The proposed changes initially announced as part of the response to the Henry Review include:

  • Gradually increasing the Superannuation Guarantee (SG) from 9% to 12%, by 2019-2020 (starting 2012-2013). This change is designed to improve Australians’ retirement incomes by ensuring more money is put towards their superannuation.
  • Increasing the SG age limit from 70 to 75 from 2013-2014. This means an increase in the number of people who are eligible to receive super guarantee contributions.
  • Introducing a new Government superannuation contribution of up to $500 for low-income earners (individuals with adjusted taxable incomes of up to $37,000) commencing in 2012-2013 and first paid in 2013-2014. This measure is aimed at improving the retirement savings of people earning a lower income by ensuring no tax is paid on SG contributions.
  • Increasing the concessional contribution limit to $50,000 for people aged 50 and over who have account balances of less than $500,000 from 2012-2013. This provides the opportunity for people over 50 (with a $500,000 or less balance) to boost their super in the lead-up to retirement.


At the same time, the Government confirmed that they had no intention of aligning the preservation age to the Age Pension eligibility age.

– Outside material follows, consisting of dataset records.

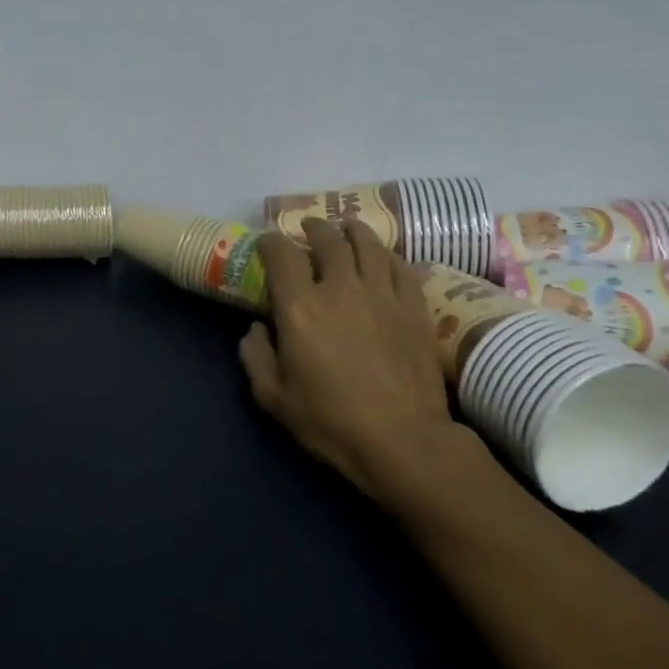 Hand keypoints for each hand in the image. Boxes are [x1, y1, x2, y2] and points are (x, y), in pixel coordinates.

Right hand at [239, 217, 461, 502]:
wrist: (404, 441)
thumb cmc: (330, 421)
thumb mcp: (272, 397)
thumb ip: (255, 357)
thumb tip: (257, 329)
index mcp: (300, 306)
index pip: (281, 254)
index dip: (270, 241)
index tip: (266, 243)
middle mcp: (340, 287)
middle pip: (327, 239)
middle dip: (314, 227)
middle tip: (309, 228)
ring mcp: (382, 294)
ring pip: (368, 244)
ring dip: (353, 231)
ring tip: (347, 228)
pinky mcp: (414, 307)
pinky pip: (401, 266)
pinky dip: (388, 255)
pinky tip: (384, 257) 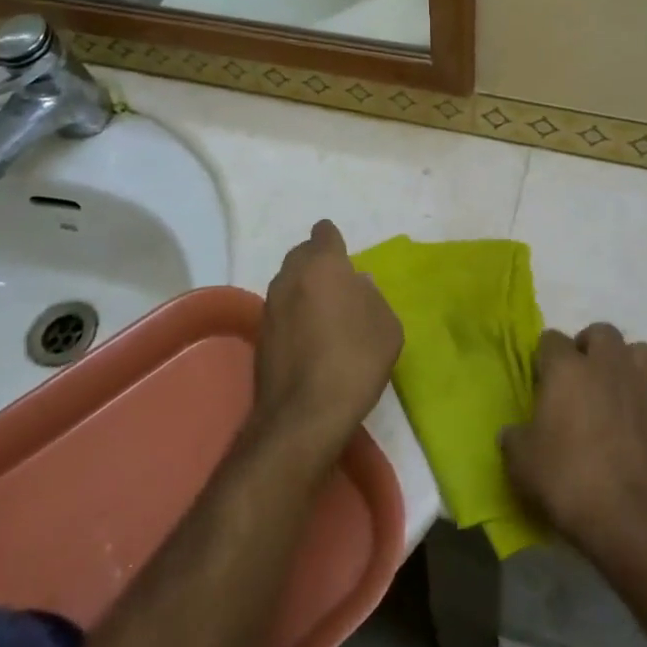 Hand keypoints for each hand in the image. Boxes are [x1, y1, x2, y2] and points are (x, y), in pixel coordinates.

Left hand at [254, 221, 402, 460]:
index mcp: (323, 264)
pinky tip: (309, 342)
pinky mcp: (260, 334)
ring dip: (304, 291)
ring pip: (288, 283)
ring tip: (325, 317)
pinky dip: (293, 317)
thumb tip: (357, 286)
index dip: (335, 243)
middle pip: (302, 255)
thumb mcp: (386, 326)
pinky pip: (280, 311)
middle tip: (339, 289)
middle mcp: (290, 276)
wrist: (304, 414)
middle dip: (318, 264)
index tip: (346, 262)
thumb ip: (372, 296)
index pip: (324, 232)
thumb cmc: (355, 360)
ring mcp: (270, 305)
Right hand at [502, 323, 646, 558]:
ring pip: (639, 351)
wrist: (631, 518)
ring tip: (613, 388)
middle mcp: (605, 365)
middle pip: (601, 332)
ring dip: (625, 362)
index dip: (544, 358)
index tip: (541, 381)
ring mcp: (641, 385)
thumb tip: (514, 433)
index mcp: (566, 369)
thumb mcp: (521, 463)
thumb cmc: (568, 481)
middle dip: (589, 347)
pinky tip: (637, 415)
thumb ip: (515, 438)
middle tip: (579, 377)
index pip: (551, 339)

The 2010-11 Federal Budget confirmed these changes and added some more proposed changes to superannuation, including:

  • maintaining the Government co-contribution payment at a matching dollar for dollar figure (up to $1,000) instead of returning to pre-1 July 2009 levels as previously announced.
  • freezing the eligible income levels for the co-contribution for the 2010-2011 and 2011-2012 financial years. Currently the maximum co-contribution is $1,000 a year if your total income is less than $31,920 a year. The co-contribution reduces gradually, eventually cutting out where a person has total income of $61,920 or more. These thresholds will be maintained for the next two financial years and will not be indexed (as would normally occur).


A number of other initiatives were announced that don’t relate directly to super, but may impact individual investors. These include:

  • A 50% tax discount on up to $1,000 of personal interest earnings on bank accounts (and other eligible deposits) from 1 July 2011.
  • The option for individual taxpayers to claim a standard deduction of $500 for work-related expenses and the cost of managing their tax affairs, from 1 July 2012. This standard deduction will increase to $1,000 from 1 July 2013.
  • Increased flexibility for First Home Saver Accounts. These accounts will be made more flexible by allowing money from these accounts to be paid to an approved mortgage at the end of the minimum qualifying period (generally four years) if a house is purchased during that period.


Of course these changes remain proposals at this stage and are yet to pass into legislation. Seeking the assistance of a licensed or appropriately qualified financial adviser can help you make sense of these proposals in the context of your current situation and your needs in retirement.